September 13th will also mark the switch to my working full time for TAG Publishing. Not that I have any plans to discontinue the freelance work I'm doing - in fact I will probably be doing more since I will have more time, but I'm excited to see where it all leads.
On the slate this week is the next draft for the lipo book, finalizing the first draft for the Botox book, and finishing up a first draft on a business book for a client in London. I have to admit it's such a nice switch to go back to writing about business when I've been neck deep in nip, tuck, suck books this spring!
One other item that most of you have probably heard about is the uproar over Simon & Schuster changing the language in authors' contracts to now have indefinite rights to a work as long its in their electronic archives - which basically means forever. This is a perfect example of why small publishers (like ours) are popping up all over the place.
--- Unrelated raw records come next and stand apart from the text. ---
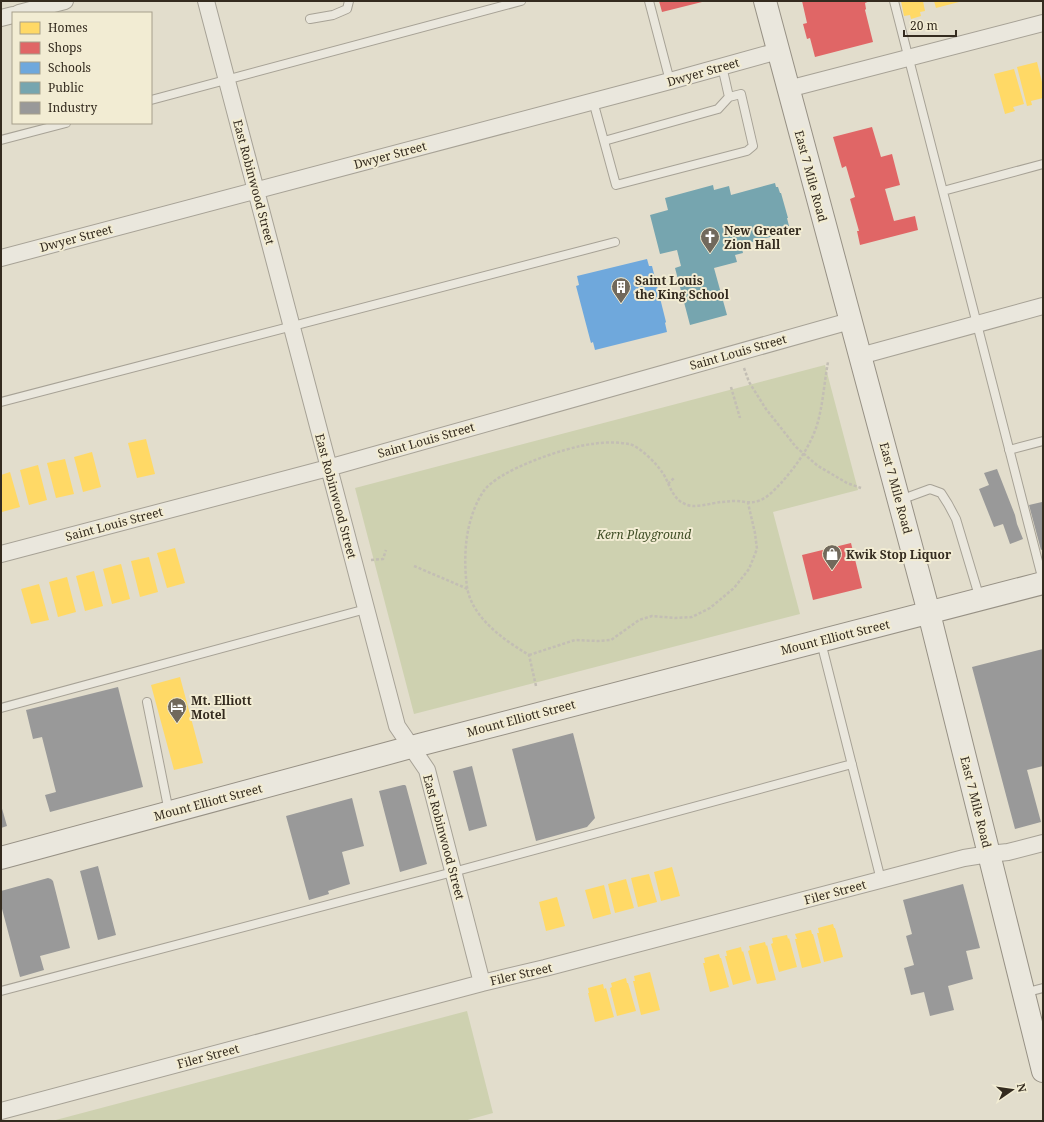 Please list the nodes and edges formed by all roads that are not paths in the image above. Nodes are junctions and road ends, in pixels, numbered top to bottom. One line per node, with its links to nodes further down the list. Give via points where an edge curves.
1 (65, 1): 8 (street)
2 (206, 1): 16 (street, East Robinwood Street)
3 (349, 1): 11 (lane, via 347,8 333,15)
4 (521, 1): 16 (lane)
5 (649, 1): 17 (lane)
6 (765, 1): 13 (street, East 7 Mile Road)
7 (894, 1): 14 (lane)
8 (23, 12)
9 (12, 15): 10 (street)
10 (1, 18)
11 (310, 20)
12 (1043, 23): 14 (street)
13 (778, 51): 15 (street, Dwyer Street); 18 (street, East 7 Mile Road)
14 (909, 58): 18 (street); 27 (lane)
15 (722, 66): 17 (street, Dwyer Street); 19 (lane)
16 (227, 80): 20 (lane); 26 (street, East Robinwood Street)
17 (670, 81): 21 (street, Dwyer Street)
18 (788, 89): 31 (street, East 7 Mile Road)
19 (729, 97): 24 (lane, via 718,109); 24 (lane, via 740,94 753,146 747,151 616,185)
20 (152, 100)
21 (594, 102): 24 (lane); 26 (street, Dwyer Street)
22 (62, 124): 23 (lane)
23 (1, 140)
24 (604, 141)
25 (1043, 164): 27 (lane)
26 (256, 191): 29 (street, Dwyer Street); 33 (street, East Robinwood Street)
27 (943, 191): 32 (lane)
28 (615, 242): 33 (lane)
29 (1, 258)
30 (1043, 306): 32 (street)
31 (850, 321): 34 (street, East 7 Mile Road); 38 (street, Saint Louis Street)
32 (977, 324): 34 (street); 37 (lane)
33 (291, 326): 35 (lane); 38 (street, East Robinwood Street)
34 (860, 356): 39 (street, East 7 Mile Road)
35 (1, 402)
36 (1043, 441): 37 (lane)
37 (1009, 450): 41 (lane)
38 (328, 468): 40 (street, Saint Louis Street); 43 (street, East Robinwood Street)
39 (899, 500): 42 (lane, via 930,489 941,493 956,519); 44 (street, East 7 Mile Road)
40 (1, 554)
41 (1043, 583): 42 (street, Mount Elliott Street)
42 (980, 600): 44 (street, Mount Elliott Street)
43 (366, 609): 47 (lane); 48 (street, East Robinwood Street, via 397,726)
44 (929, 613): 45 (street, Mount Elliott Street); 52 (street, East 7 Mile Road)
45 (821, 641): 48 (street, Mount Elliott Street); 49 (lane)
46 (147, 702): 50 (lane)
47 (1, 708)
48 (411, 747): 50 (street, Mount Elliott Street); 54 (street, East Robinwood Street, via 427,770)
49 (852, 764): 54 (lane); 55 (lane)
50 (169, 813): 53 (street, Mount Elliott Street)
51 (1043, 843): 52 (street, Filer Street)
52 (989, 854): 55 (street, Filer Street); 58 (street, East 7 Mile Road)
53 (1, 858)
54 (453, 872): 56 (street, East Robinwood Street); 57 (lane)
55 (880, 880): 56 (street, Filer Street)
56 (482, 983): 61 (street, Filer Street)
57 (1, 991)
58 (1033, 991): 59 (street, East 7 Mile Road)
59 (1038, 1032): 60 (street, East 7 Mile Road)
60 (1043, 1071)
61 (1, 1111)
As the corporate publishers squeeze more and more from the authors, they are looking for other options. While big name authors still have the power to negotiate a good contract, midlist and especially unknown authors are at their mercy.
The sad thing is that all of this is completely unnecessary. Big publishers operate from a sense of lack, that they must have every option available in order to squeeze out one more dime from a limited market. This is the worst backedup thinking that I have ever seen in a business environment. It's not like we're going to run out of readers! And the thing is, if you produce a good product, people will come to know that product and trust you to give them what they want.
It's time for authors to stop allowing publishers to push them into formula type, book mill books that are not where their heart is. It's time to just say no. No to the "us" versus "them" mentality. No to the disintegration of great fiction just to earn a buck. No to allowing your time and talent to be wasted while your book languishes in the corporate machine.
Personally, I think its time publishers and authors worked together for their mutual benefit. I think its time for honest communication and clarity in financial dealings and if it's broken, for God's sake fix it!!
Just my thoughts today.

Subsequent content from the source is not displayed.